WILLIHNGANZ: Now, that’s my plan. I’m 62, I got three years to get discovered and then twenty years to work.

BARKER: Yeah, it is, it’s like…I had a call…two days ago from Mitchell Tolle in Berea. The artist there whose a very good friend of mine, whose had to change some of my opinions about arts marketing, but…actually what he called about was he wanted to know if I’d still write some copy for him and I said, ‘If it were anybody else, the answer’s no, but for you yeah, I’ll do it.’ But Mitchell, a lot of artists don’t like him because he’s so financially successful and he sells a lot of prints. And he and I had this running argument since he was 20 years old, twenty-one years old, when he first came to Berea. We wouldn’t let him sell his massed produced offset prints at the fairs. My first book came out, I don’t know where he found it but Mitchell came, popped through the door carrying that book.
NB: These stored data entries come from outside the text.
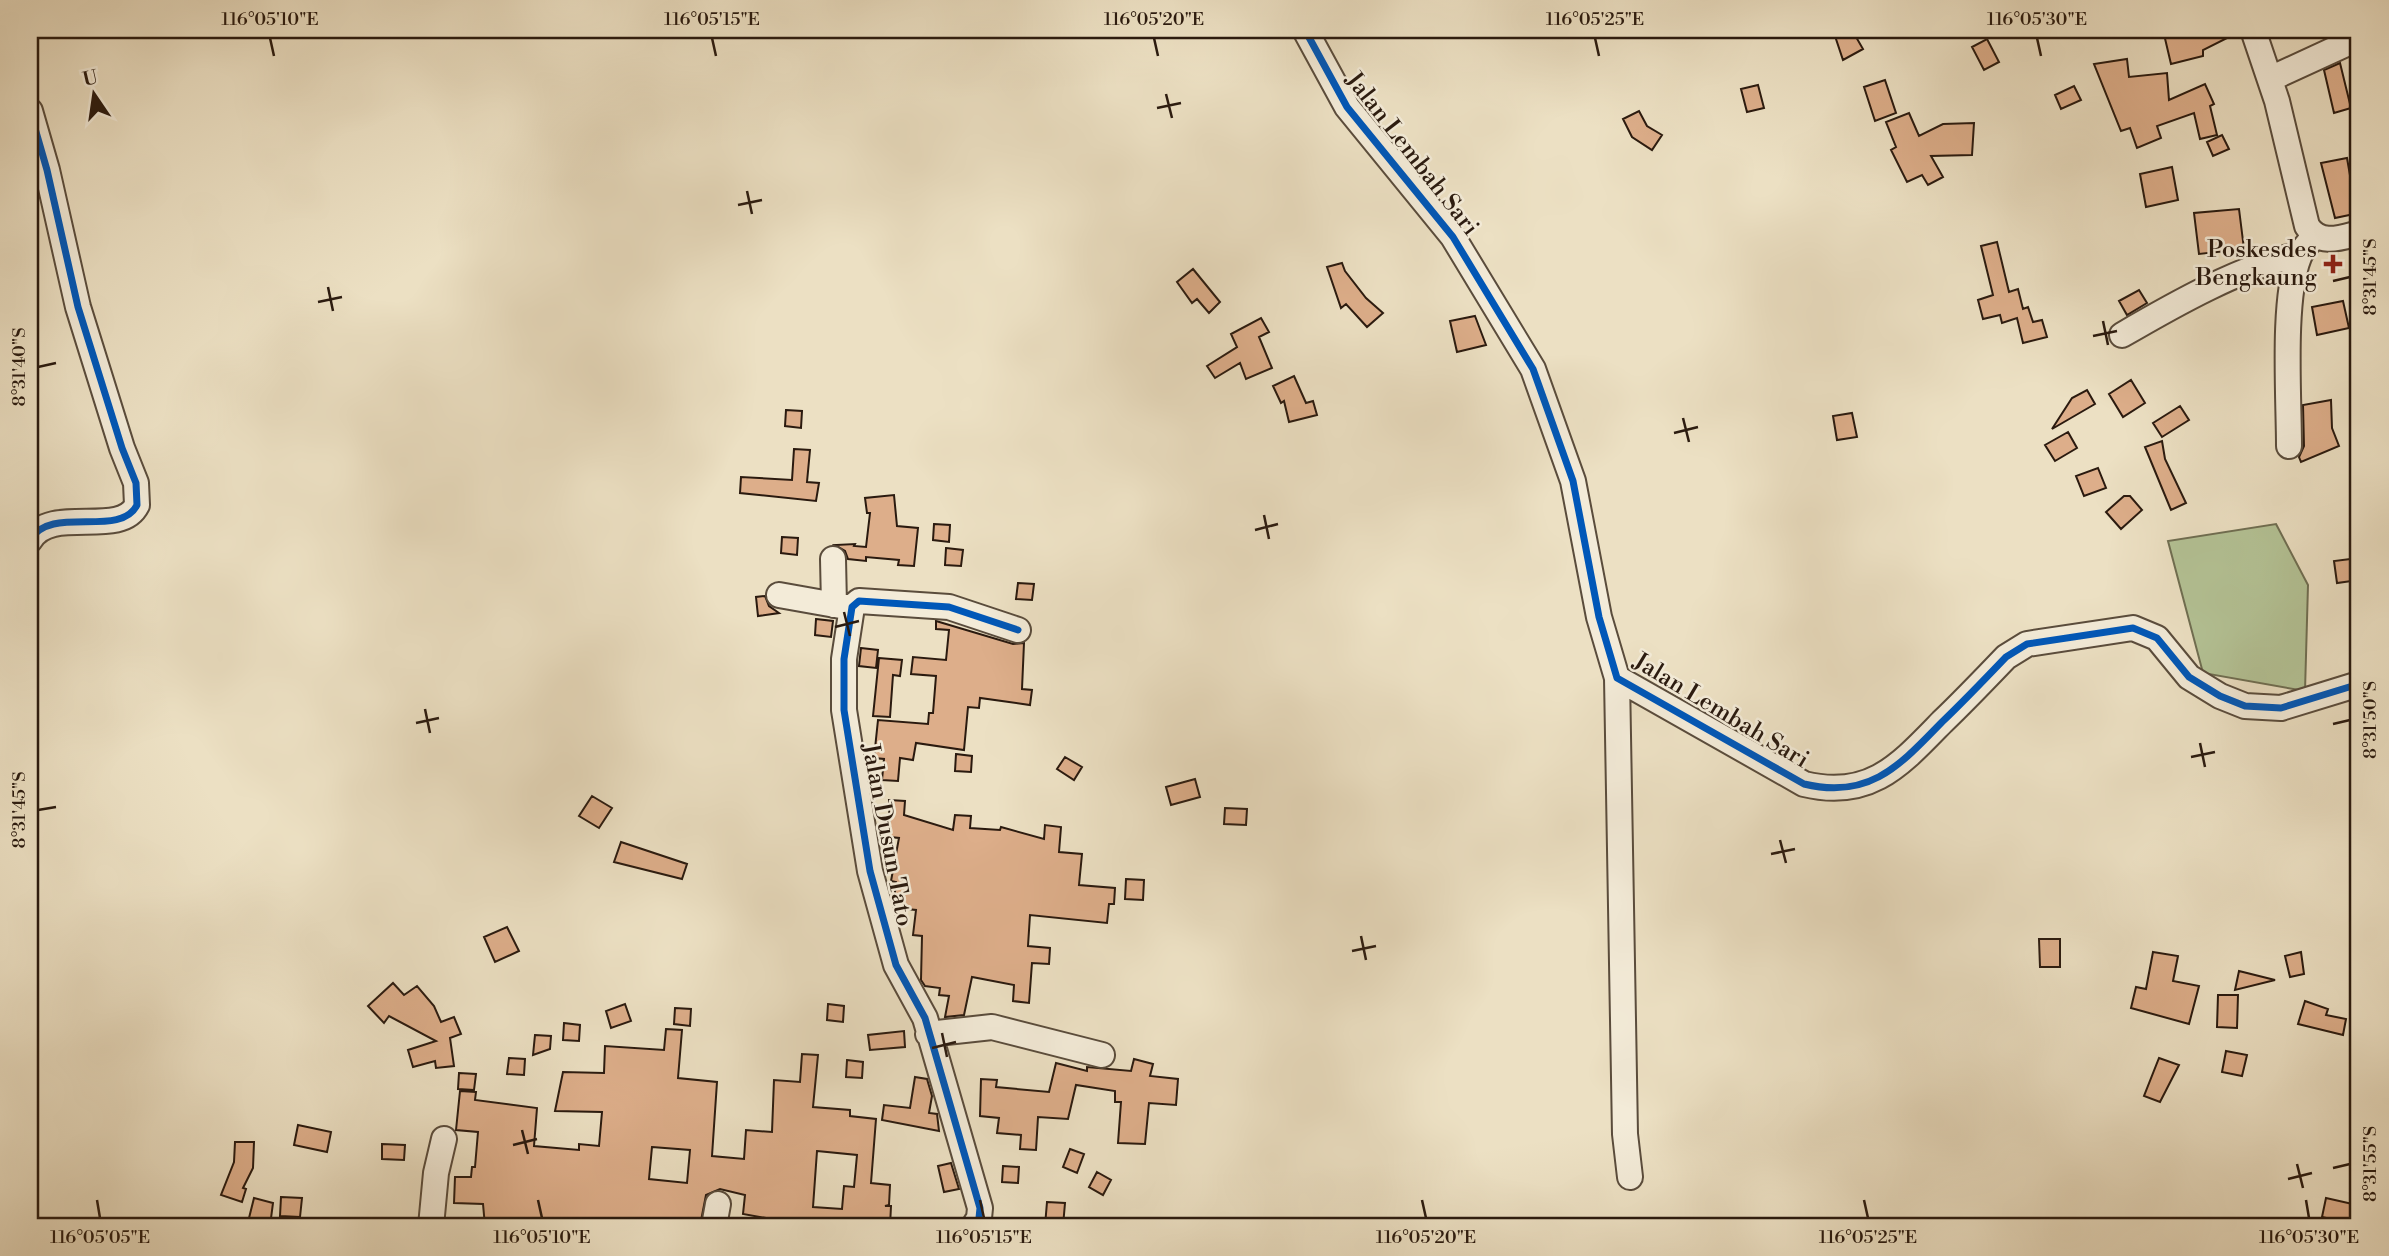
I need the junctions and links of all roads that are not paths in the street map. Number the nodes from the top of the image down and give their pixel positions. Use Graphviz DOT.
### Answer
graph roads {
  1 [pos="1305,30"];
  2 [pos="2253,30"];
  3 [pos="2359,38"];
  4 [pos="2270,79"];
  5 [pos="30,111"];
  6 [pos="2359,233"];
  7 [pos="2315,235"];
  8 [pos="2300,255"];
  9 [pos="2122,335"];
  10 [pos="2289,446"];
  11 [pos="30,540"];
  12 [pos="833,559"];
  13 [pos="779,595"];
  14 [pos="843,607"];
  15 [pos="1018,630"];
  16 [pos="1618,678"];
  17 [pos="2359,684"];
  18 [pos="928,1034"];
  19 [pos="1102,1055"];
  20 [pos="444,1139"];
  21 [pos="1630,1177"];
  22 [pos="431,1226"];
  23 [pos="974,1226"];
  1 -- 16 [label="street, Jalan Lembah Sari"];
  2 -- 4 [label="street"];
  3 -- 4 [label="street"];
  4 -- 7 [label="street"];
  5 -- 11 [label="street"];
  6 -- 7 [label="street"];
  7 -- 8 [label="street"];
  8 -- 9 [label="street"];
  8 -- 10 [label="street"];
  12 -- 14 [label="street, Jalan Dusun Tato"];
  13 -- 14 [label="street"];
  14 -- 15 [label="street"];
  14 -- 18 [label="street, Jalan Dusun Tato"];
  16 -- 17 [label="street, Jalan Lembah Sari"];
  16 -- 21 [label="street"];
  18 -- 19 [label="street"];
  18 -- 23 [label="street, Jalan Dusun Tato"];
  20 -- 22 [label="street"];
}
Grinning ear to ear, and he said what if this was the only copy of this book you could sell. I said, ‘I know what you’re getting at, I understand.’

WILLIHNGANZ: How funny.

BARKER: Oh, it was. But it is, and it’s always a…some organizations have gotten so wrapped up in dealing with those issues that they’ve kind of forget, they get so wrapped up in policy and that kind of stuff that they forget what it is they’re there to do. Which is to, when…Rudy Osolnik and Richard Bellando called me and they wanted to start the Berea Craft Festival, I went to meet with them at breakfast one day and here you’d think that this thing is not an organization. I mean we owned it, …and I said, ‘What, what do you want?’ And I said, ‘Yeah I want everybody to have fun. I’m tired of these deadly serious things. I want an event where, I want the exhibitors to come, have fun, and make money. Usually they’re tied together. I don’t want it to be…too complicated, let’s have music, let’s have a party.’ And we did, which is, I think the ultimate. That’s what the whole group of us had learned from however many years it had been, going to fairs in Asheville and Berea, in Louisville and Cincinnati. If you’re having fun and you’re selling something, three or four days are not nearly as long…so you can…and I think that’s where the early Guild fairs had the advantage over everybody. People would start showing up from all over the country a week before. Of course, this was in the days, a little bit of the hippie days left over. I think half of them were, or how they heard about it. They just came drifting in and they’d stay with somebody, or sleep in the woods, and it was just a happening…and it sort of…had that personality all its own and pretty much went its own way. I’m not sure anybody could have controlled it. But I miss; I miss that sometime now with the professionalism that we worked so hard to get. We worked so hard to become professionals that we forget to have fun sometimes.

WILLIHNGANZ: Well, a lot of fun talking with you and I think we probably should call it a day.